Although these results may appear to suggest that the prominent link in 1E elicits lower quality feedback, the results above show that, overall, the quality of feedback elicited by 1E is consistent with the other two conditions. This suggests that readers who submit useless feedback via the link would have eventually found the form at the bottom of the article and that low quality feedback is more likely to come via the prominent link when it is available. Also worth noting is that more than half of the sampled feedback submitted in the 1E condition was done so through the prominent link (56.3%, n=169), and through our strictest measurement, 32.6% of that feedback is useful.

Conclusion[edit]

The primary motivation for this analysis was to explore the differences in quality of feedback elicited by AFTv5. The research question explored was: When eliciting feedback from a wider range of readers by increasing the prominence of the form, how would quality change. Although it seems only natural to expect that quality would decline when eliciting feedback from a wider audience, and specifically, those readers who would not have otherwise found the feedback interface, that quality would decline. However, the results above offer a strong rejection of that hypothesis. Overall, we found no indication that the quality of feedback changes substantially when eliciting feedback from more reader.

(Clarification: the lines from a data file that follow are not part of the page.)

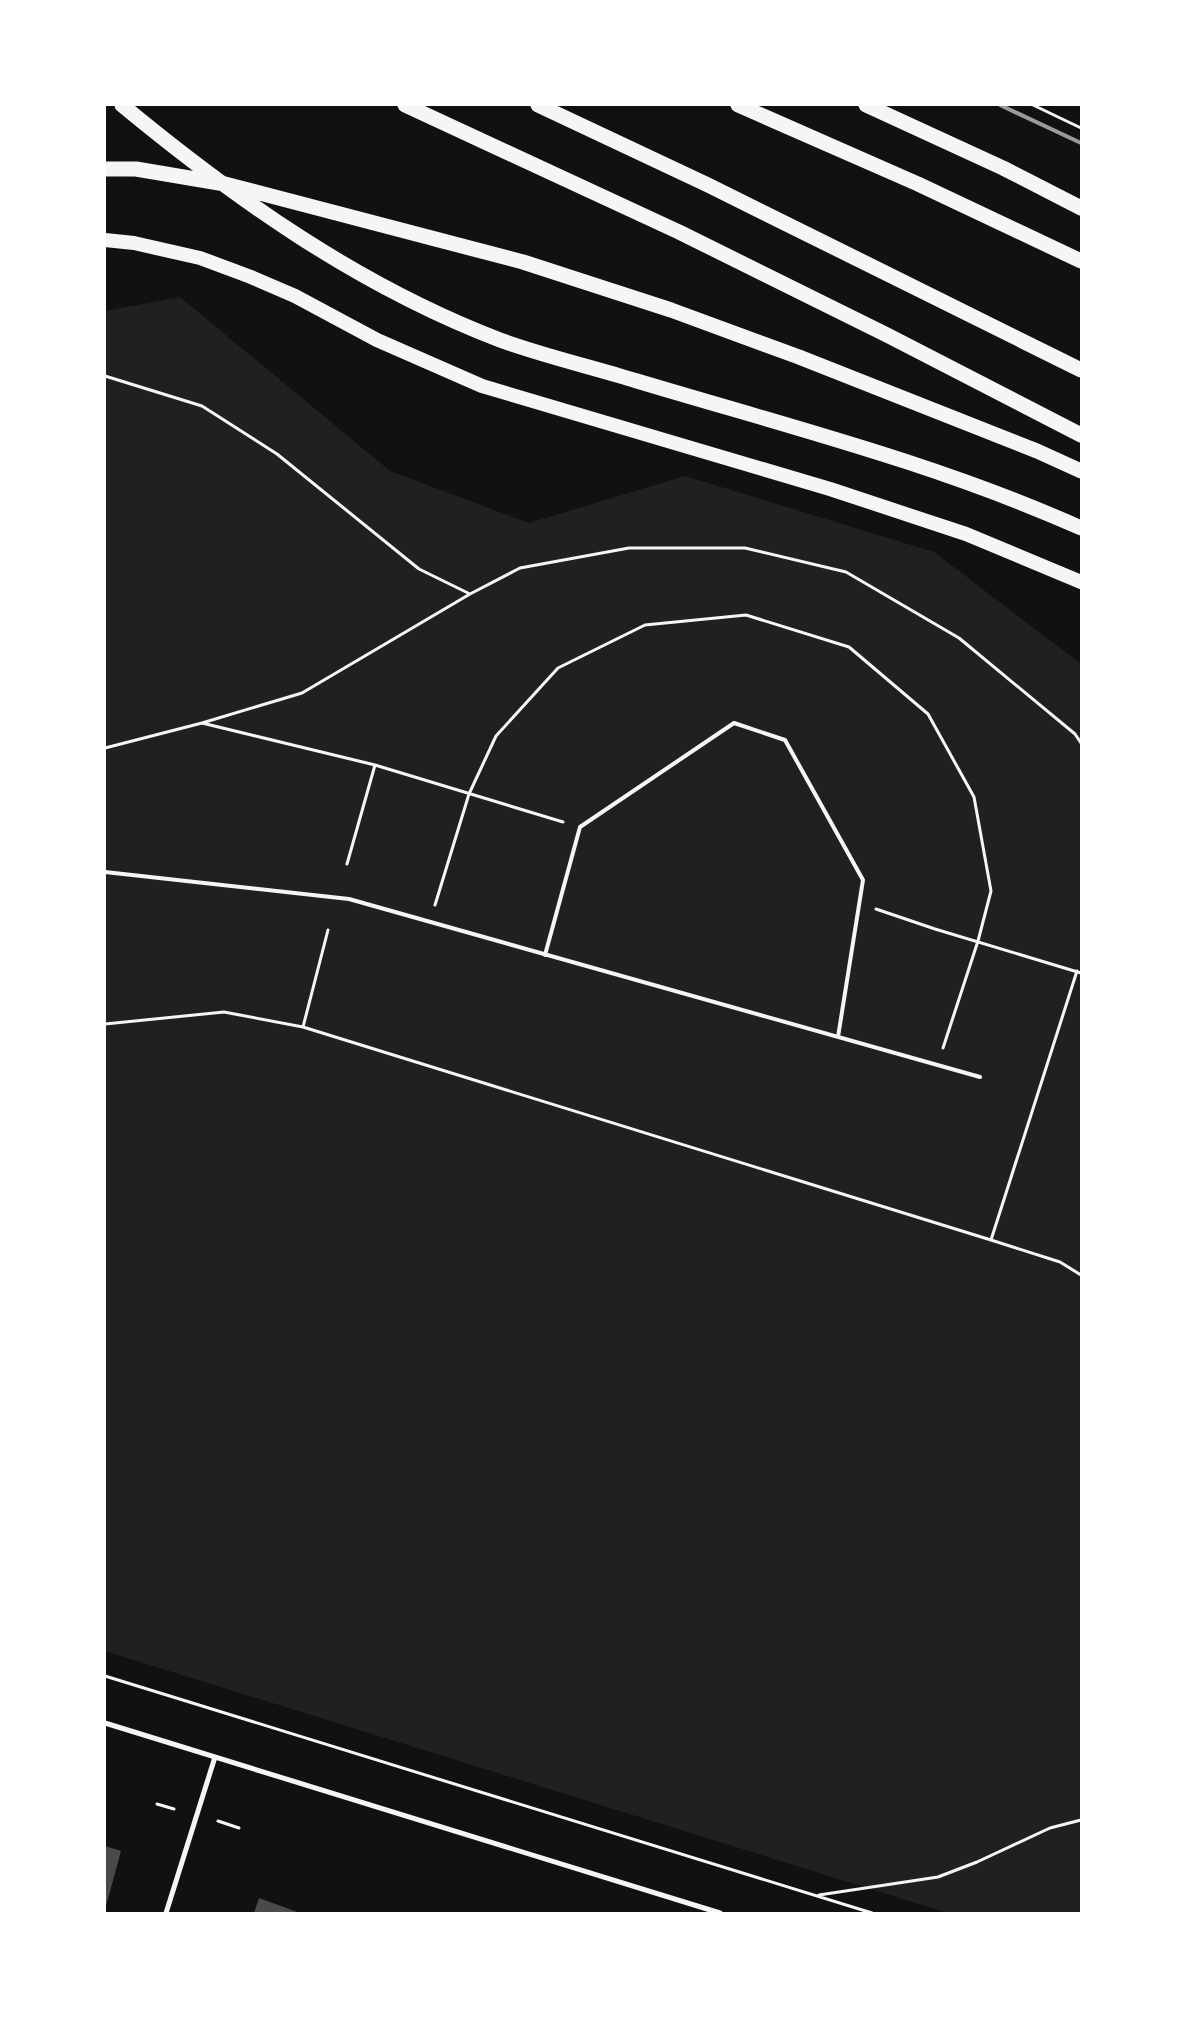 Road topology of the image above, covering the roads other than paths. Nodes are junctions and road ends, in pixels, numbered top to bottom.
1 (122, 105) edge
2 (405, 105) edge
3 (538, 105) edge
4 (738, 105) edge
5 (866, 105) edge
6 (105, 169) edge
7 (1081, 208) edge
8 (105, 240) edge
9 (1081, 261) edge
10 (1081, 370) edge
11 (1081, 435) edge
12 (1081, 471) edge
13 (1081, 528) edge
14 (1081, 582) edge
15 (105, 872) edge
16 (545, 955) junction
17 (838, 1037) junction
18 (980, 1077) dead end
19 (105, 1723) edge
20 (215, 1757) junction
21 (166, 1913) edge
22 (720, 1913) edge

1 - 13 highway
2 - 11 highway
3 - 10 highway
4 - 9 highway
5 - 7 highway
6 - 12 highway
8 - 14 highway
15 - 16 lane
16 - 17 lane
16 - 17 lane
17 - 18 lane
19 - 20 street
20 - 21 street
20 - 22 street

These results may have wider implications for what it means to elicit wider participation in open contribution systems like Wikipedia. Projects like the Visual Editor, aimed at increasing participation by minimizing technical barriers to new editors, have been criticized (e.g. [1]) over concerns that the new contributions that such a system would elicit would be of lower quality, and therefor, undesirable. Although this experiment did not test the reduction of a technical barrier, it does show that eliciting contributions from a wider array of readers does not reduce the contribution quality which is an important step toward assuaging these concerns.